After the above loop terminates, the two output files are closed. Thus, the initialization writes several sorted sequences, each terminated by end markers, to the two output files. Furthermore, either the two output files will contain the same number of sorted sequences or the one that was written to first will contain one more sorted sequence than the other. The following figure illustrates these two files.

Two files written by external merge sort Two files written by external merge sort

The algorithm then enters the main loop. Initially the output file first written in the initialization is designated as the first input file, and the other file written in the initialization is designated as the second input file. The other two temporary files are arbitrarily designated as the current output file and the alternate output file. The loop then iterates as long as the second input file is nonempty. Each iteration does the following:

  1. While there is data remaining in the second input file:
    1. Merge the next sorted sequence in the first input file with the next sorted sequence in the second input file, writing the result to the current output file (see below for details).
    2. Write an end marker to the current output file.
    3. Swap the current output file and the alternate output file.
  2. If there is data remaining in the first input file:
    1. Copy the remaining data from the first input file to the current output file
    2. Write an end marker to the current output file.
    3. Swap the current output file and the alternate output file.
  3. Close all four temporary files.
  4. Swap the first input file with the alternate output file.
  5. Swap the second input file with the current output file.
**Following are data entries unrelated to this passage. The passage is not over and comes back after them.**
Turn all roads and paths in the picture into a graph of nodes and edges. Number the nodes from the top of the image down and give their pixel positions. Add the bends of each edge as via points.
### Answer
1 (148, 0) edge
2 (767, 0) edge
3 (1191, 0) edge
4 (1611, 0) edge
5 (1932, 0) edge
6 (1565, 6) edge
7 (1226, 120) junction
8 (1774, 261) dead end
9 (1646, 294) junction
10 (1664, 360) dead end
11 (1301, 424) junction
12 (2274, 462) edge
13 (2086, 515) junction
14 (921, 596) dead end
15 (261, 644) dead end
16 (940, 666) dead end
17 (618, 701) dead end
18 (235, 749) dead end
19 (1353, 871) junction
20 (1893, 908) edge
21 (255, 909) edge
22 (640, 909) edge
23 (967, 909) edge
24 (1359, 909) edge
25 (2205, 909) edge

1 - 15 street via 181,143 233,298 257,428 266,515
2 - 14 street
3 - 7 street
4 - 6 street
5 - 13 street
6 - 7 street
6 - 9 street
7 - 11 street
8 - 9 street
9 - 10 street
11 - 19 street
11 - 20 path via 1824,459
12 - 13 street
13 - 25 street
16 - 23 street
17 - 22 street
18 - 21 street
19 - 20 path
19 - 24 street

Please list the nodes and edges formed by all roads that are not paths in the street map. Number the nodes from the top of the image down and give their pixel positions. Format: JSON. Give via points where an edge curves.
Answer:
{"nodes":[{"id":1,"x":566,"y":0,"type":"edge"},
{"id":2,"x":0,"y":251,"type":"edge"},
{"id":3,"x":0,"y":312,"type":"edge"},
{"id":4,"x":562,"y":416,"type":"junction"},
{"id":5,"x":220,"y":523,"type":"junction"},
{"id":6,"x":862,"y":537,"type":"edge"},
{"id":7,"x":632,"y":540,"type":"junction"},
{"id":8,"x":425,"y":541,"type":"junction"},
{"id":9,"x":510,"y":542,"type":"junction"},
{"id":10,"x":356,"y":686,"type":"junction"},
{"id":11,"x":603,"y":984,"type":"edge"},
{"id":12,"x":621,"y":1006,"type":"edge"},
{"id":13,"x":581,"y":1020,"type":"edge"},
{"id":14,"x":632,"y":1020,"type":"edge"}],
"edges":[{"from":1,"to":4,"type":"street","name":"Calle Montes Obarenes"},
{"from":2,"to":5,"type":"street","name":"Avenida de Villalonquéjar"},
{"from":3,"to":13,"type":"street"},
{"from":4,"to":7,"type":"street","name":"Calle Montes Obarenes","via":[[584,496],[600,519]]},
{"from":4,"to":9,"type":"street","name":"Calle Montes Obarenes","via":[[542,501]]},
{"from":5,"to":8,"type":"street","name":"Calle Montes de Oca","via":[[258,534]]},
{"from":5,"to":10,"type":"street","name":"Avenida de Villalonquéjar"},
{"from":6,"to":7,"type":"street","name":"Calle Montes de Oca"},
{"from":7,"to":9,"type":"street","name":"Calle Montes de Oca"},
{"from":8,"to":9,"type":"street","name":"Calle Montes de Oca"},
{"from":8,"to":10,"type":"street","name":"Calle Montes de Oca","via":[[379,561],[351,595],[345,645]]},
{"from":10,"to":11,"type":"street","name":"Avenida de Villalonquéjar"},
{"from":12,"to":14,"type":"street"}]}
Each iteration therefore combines pairs of sorted sequences from the two input files, thus reducing the number of sorted sequences by about half. Because it alternates between the two output files, as was done in the initialization, either the two output files will end up with the same number of sequences, or the last one written (which will be the alternate output file following step 2) will have one more than the other. The last two steps therefore ensure that to begin the next iteration, if the the number of sequences in the two input files is different, the first input file has the extra sequence.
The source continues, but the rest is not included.